During the test, you’ll be able to monitor the recovery plan every step of the way. If you encounter a failure, you’ll know what step failed and you’ll be able to fix it and try again. Assuming everything goes as planed, you’ll get a “Test Complete” message with a check mark. Once the test is complete you can login to some of your virtual machines to ensure things are how you expect them to be after a failover. When you’re ready to finish the test, click the broom icon in the recovery plan menu.

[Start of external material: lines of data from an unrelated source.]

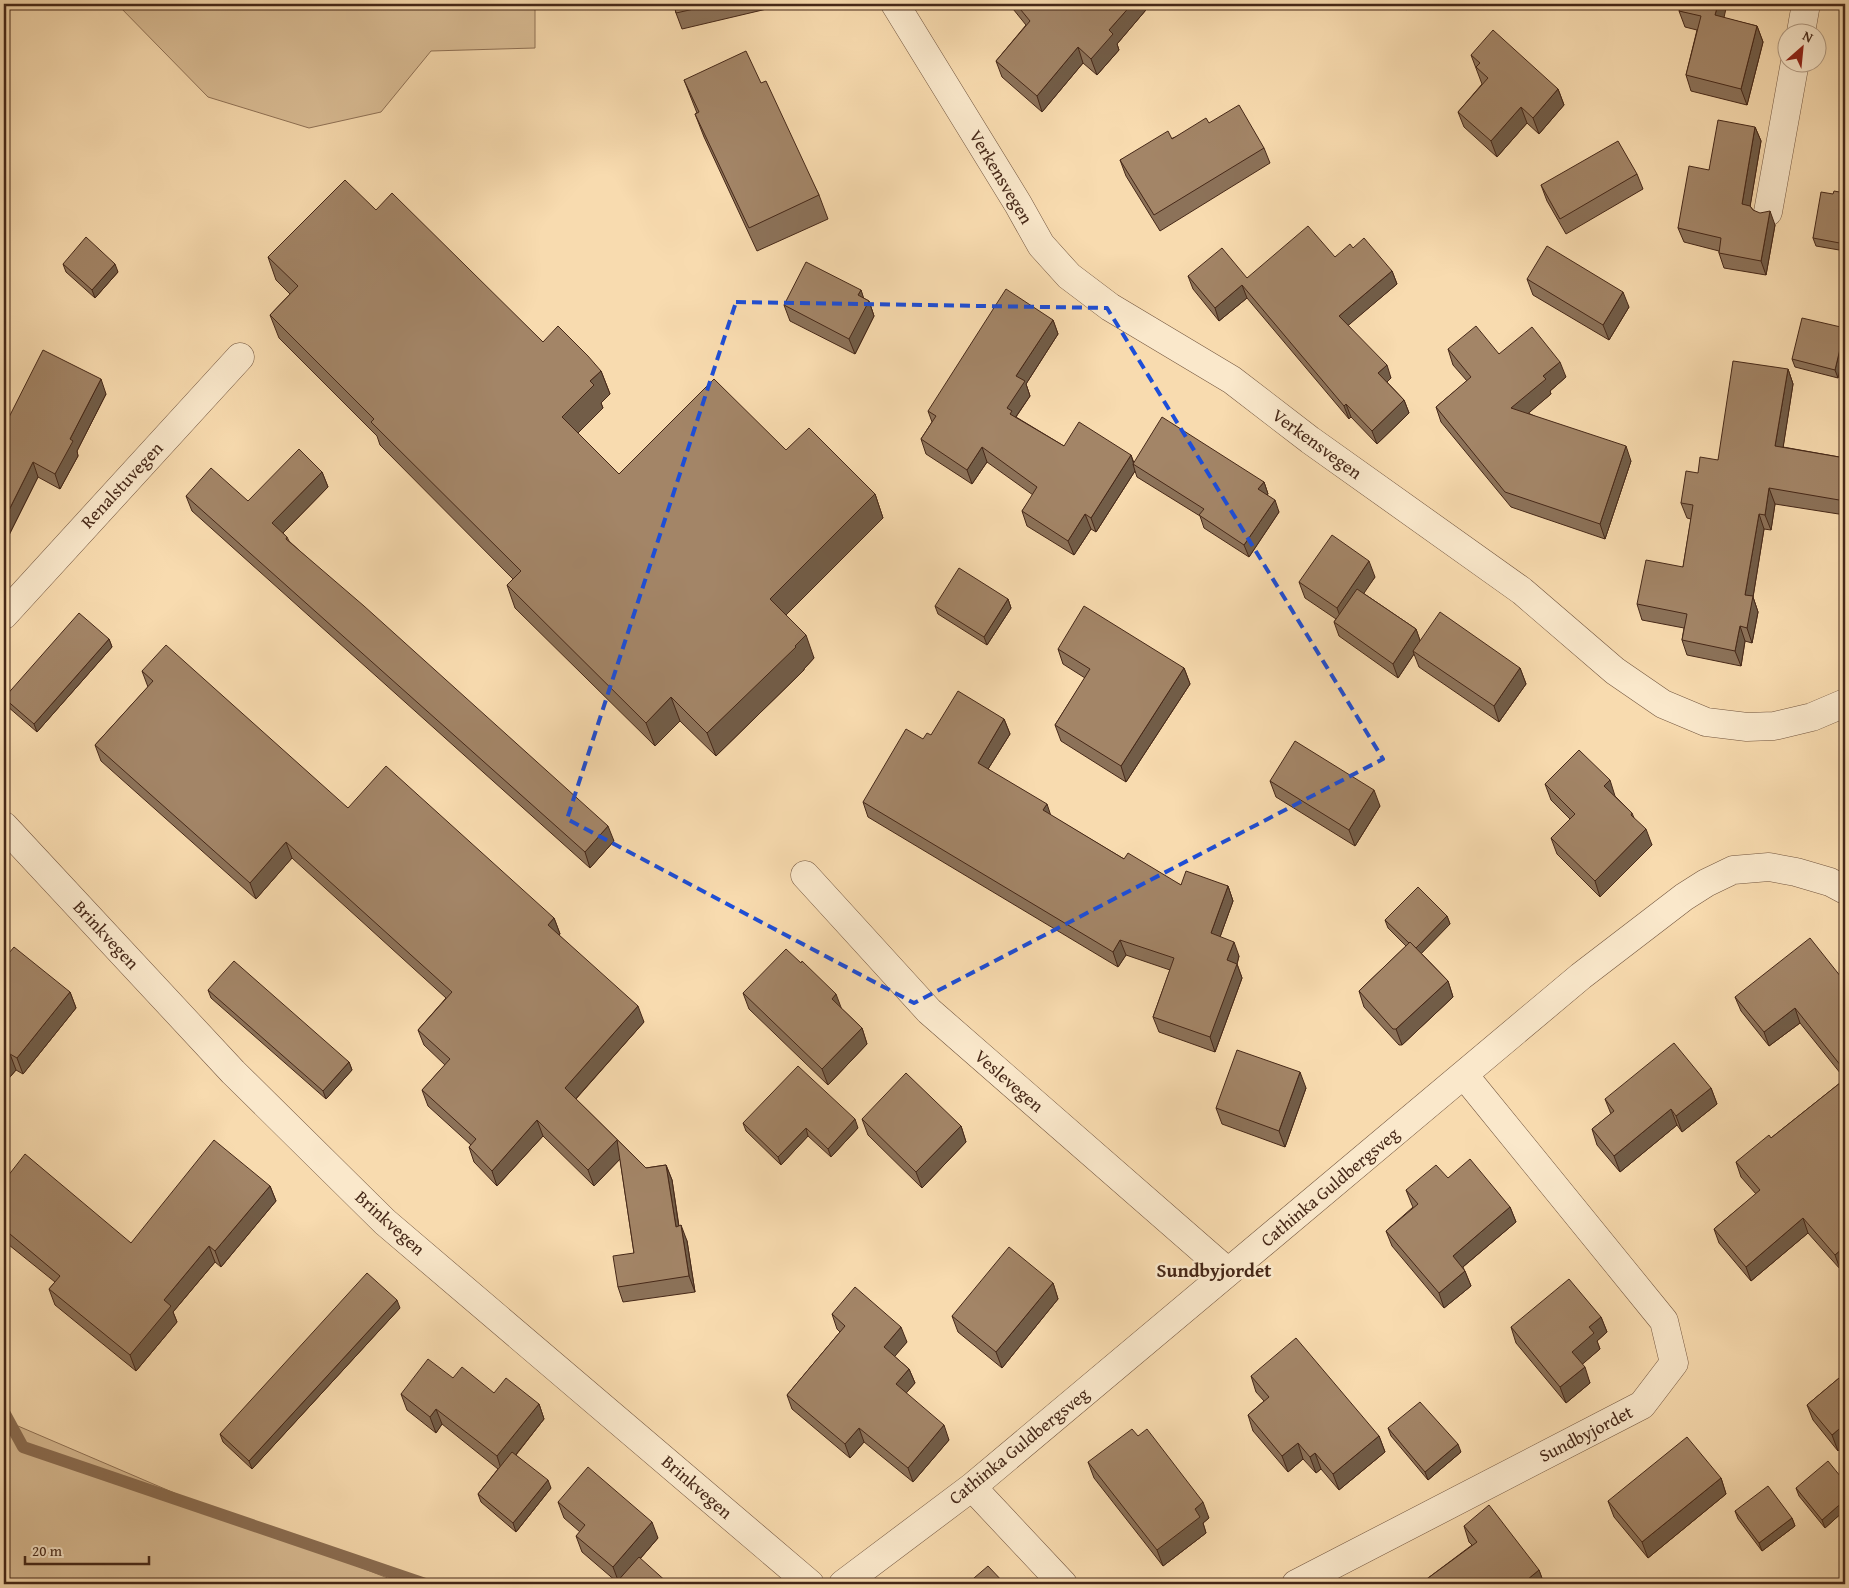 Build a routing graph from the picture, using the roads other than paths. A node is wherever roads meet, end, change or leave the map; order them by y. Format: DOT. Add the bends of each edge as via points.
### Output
graph roads {
  1 [pos="895,4"];
  2 [pos="1806,4"];
  3 [pos="1803,22"];
  4 [pos="1793,72"];
  5 [pos="1768,212"];
  6 [pos="240,357"];
  7 [pos="4,615"];
  8 [pos="1845,703"];
  9 [pos="4,826"];
  10 [pos="805,875"];
  11 [pos="1845,890"];
  12 [pos="1464,1075"];
  13 [pos="1228,1272"];
  14 [pos="972,1488"];
  15 [pos="810,1584"];
  16 [pos="843,1584"];
  17 [pos="1063,1584"];
  18 [pos="1296,1584"];
  1 -- 8 [label="street, Verkensvegen" via="1041,245 1069,276 1110,307 1232,380 1310,440 1522,591 1615,671 1663,704 1706,722 1747,727 1774,726 1812,717"];
  2 -- 3 [label="street"];
  4 -- 5 [label="street"];
  6 -- 7 [label="street, Renalstuvegen"];
  9 -- 15 [label="street, Brinkvegen" via="233,1072 385,1222"];
  10 -- 13 [label="street, Veslevegen" via="928,1011"];
  11 -- 12 [label="street, Cathinka Guldbergsveg" via="1805,874 1769,867 1733,870 1684,897 1581,976"];
  12 -- 13 [label="street, Cathinka Guldbergsveg"];
  12 -- 18 [label="street, Sundbyjordet" via="1664,1321 1674,1363 1642,1405"];
  13 -- 14 [label="street, Cathinka Guldbergsveg"];
  14 -- 16 [label="street, Cathinka Guldbergsveg"];
  14 -- 17 [label="street"];
}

When you click the cleanup button, you’ll get a confirmation much like you did when you ran the test. Click Next.
Review the cleanup settings and click Finish. When you click Finish, the snapshots created at the recovery site will be deleted, any isolated virtual switches used for the test will be destroyed, and the placeholder VMs will be ready for another failover.
We don’t have to wait for a long test window to try our DR plan any longer. We can test during the middle of the day, test once a month, week, day or hour if you really wanted to. Now we have some semblance of certainty that our DR plan will work successfully if the time arises.